In the records that follow, find the line with "middle tip: (398, 214)"; from there, retype every line exactly through the line with "wrist: (550, 278)", which also belongs to the answer.

:: Record extracts ::

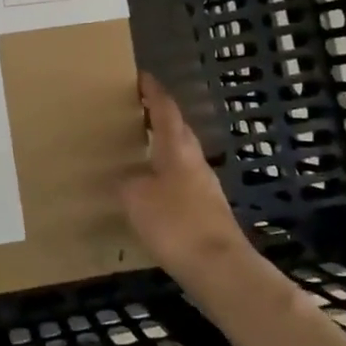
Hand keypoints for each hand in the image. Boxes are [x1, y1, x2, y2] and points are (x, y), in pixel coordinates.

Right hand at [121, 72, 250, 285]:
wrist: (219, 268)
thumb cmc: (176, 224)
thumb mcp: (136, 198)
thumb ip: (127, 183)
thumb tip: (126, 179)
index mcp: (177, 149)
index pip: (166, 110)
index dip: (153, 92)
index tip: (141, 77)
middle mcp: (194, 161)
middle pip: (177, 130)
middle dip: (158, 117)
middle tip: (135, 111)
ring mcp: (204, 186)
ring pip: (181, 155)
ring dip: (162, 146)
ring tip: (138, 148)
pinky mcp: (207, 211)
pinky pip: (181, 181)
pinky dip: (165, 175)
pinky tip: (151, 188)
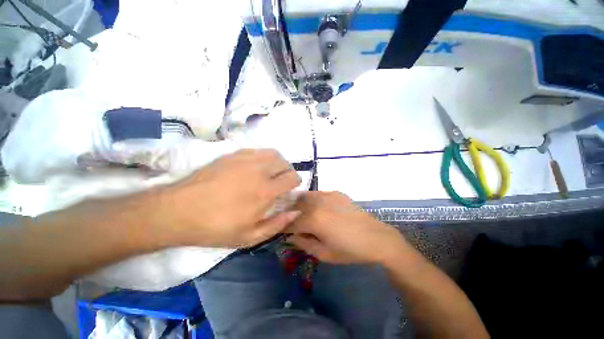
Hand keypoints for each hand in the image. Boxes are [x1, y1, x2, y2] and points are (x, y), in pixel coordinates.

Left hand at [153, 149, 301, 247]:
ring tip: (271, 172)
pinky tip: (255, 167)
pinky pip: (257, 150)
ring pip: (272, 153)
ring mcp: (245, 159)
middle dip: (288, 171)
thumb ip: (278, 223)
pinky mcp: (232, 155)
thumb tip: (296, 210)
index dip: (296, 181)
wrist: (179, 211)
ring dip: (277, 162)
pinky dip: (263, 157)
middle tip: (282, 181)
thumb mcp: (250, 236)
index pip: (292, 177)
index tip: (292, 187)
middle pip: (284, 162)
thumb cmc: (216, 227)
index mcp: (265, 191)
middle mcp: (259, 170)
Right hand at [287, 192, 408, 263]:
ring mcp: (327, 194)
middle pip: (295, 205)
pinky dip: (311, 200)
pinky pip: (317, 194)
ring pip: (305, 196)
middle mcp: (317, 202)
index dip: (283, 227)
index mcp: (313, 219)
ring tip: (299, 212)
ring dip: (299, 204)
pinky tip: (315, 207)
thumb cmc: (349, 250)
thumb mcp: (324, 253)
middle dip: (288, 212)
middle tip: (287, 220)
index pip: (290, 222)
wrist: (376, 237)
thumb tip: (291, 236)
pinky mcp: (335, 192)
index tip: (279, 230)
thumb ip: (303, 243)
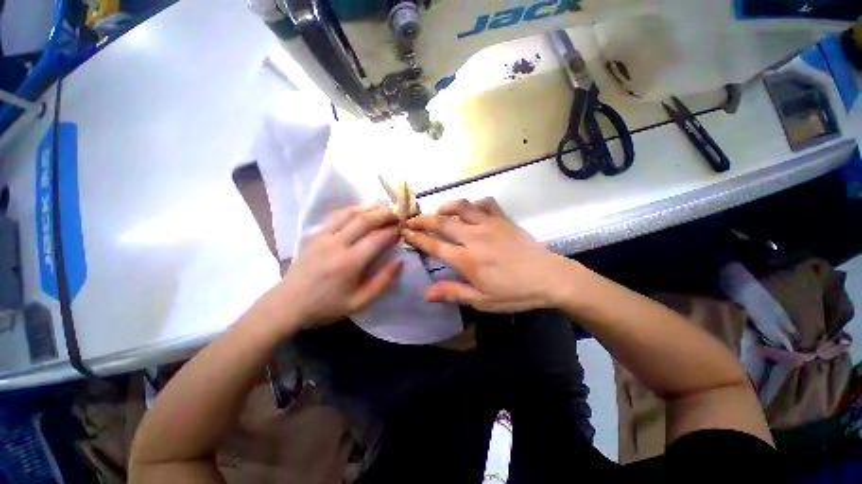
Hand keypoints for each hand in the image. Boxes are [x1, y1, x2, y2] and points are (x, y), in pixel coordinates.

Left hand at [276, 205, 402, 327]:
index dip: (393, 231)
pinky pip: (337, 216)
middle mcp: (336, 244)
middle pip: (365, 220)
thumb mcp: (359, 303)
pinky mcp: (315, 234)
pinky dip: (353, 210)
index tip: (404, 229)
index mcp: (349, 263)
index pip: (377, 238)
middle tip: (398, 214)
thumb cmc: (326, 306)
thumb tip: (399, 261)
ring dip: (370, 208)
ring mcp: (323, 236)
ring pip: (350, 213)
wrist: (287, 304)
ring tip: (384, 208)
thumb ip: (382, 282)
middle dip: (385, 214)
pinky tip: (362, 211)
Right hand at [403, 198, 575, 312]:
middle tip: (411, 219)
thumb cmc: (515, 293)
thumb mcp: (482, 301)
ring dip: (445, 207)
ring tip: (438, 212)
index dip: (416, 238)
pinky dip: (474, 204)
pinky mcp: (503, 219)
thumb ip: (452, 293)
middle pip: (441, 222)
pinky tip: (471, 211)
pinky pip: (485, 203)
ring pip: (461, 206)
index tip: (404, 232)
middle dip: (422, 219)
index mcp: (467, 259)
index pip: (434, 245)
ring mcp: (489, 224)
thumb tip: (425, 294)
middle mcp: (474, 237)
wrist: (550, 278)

:::
:: Record extracts ::

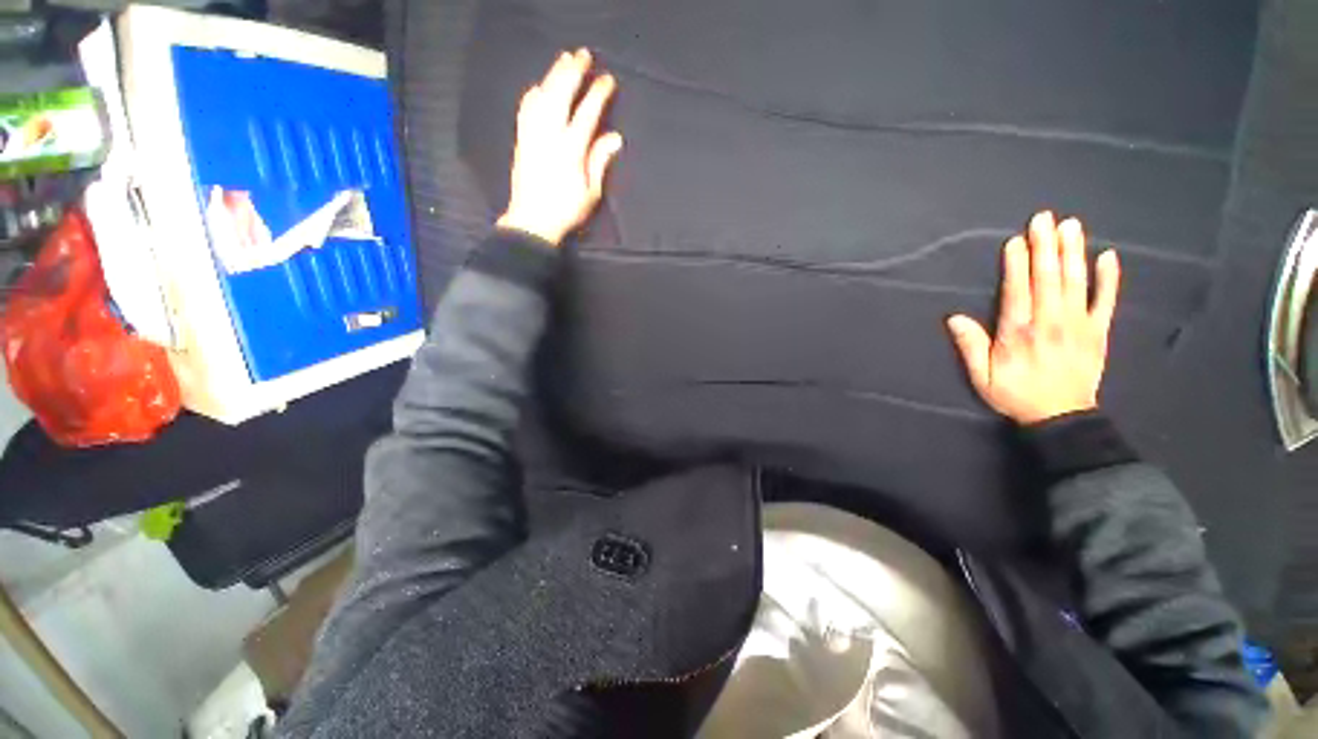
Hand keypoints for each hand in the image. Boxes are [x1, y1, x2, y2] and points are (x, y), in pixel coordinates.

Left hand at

:::

_Answer_:
middle tip: (398, 214)
thumb cmc: (326, 306)
thumb tip: (399, 261)
ring dip: (370, 208)
ring mcp: (323, 236)
ring pip: (350, 213)
wrist: (287, 304)
ring tip: (384, 208)
thumb ip: (382, 282)
middle dip: (385, 214)
pinky tip: (362, 211)
Right hand at [403, 198, 575, 312]:
middle tip: (411, 219)
thumb cmc: (515, 293)
thumb mcp: (482, 301)
ring dip: (445, 207)
ring tip: (438, 212)
index dip: (416, 238)
pinky dip: (474, 204)
pinky mcp: (503, 219)
thumb ip: (452, 293)
middle pip: (441, 222)
pinky tip: (471, 211)
pinky pip: (485, 203)
ring pip: (461, 206)
index tip: (404, 232)
middle dip: (422, 219)
index mcp: (467, 259)
index pip: (434, 245)
ring mcp: (489, 224)
thumb tip: (425, 294)
middle mcp: (474, 237)
wrist: (550, 278)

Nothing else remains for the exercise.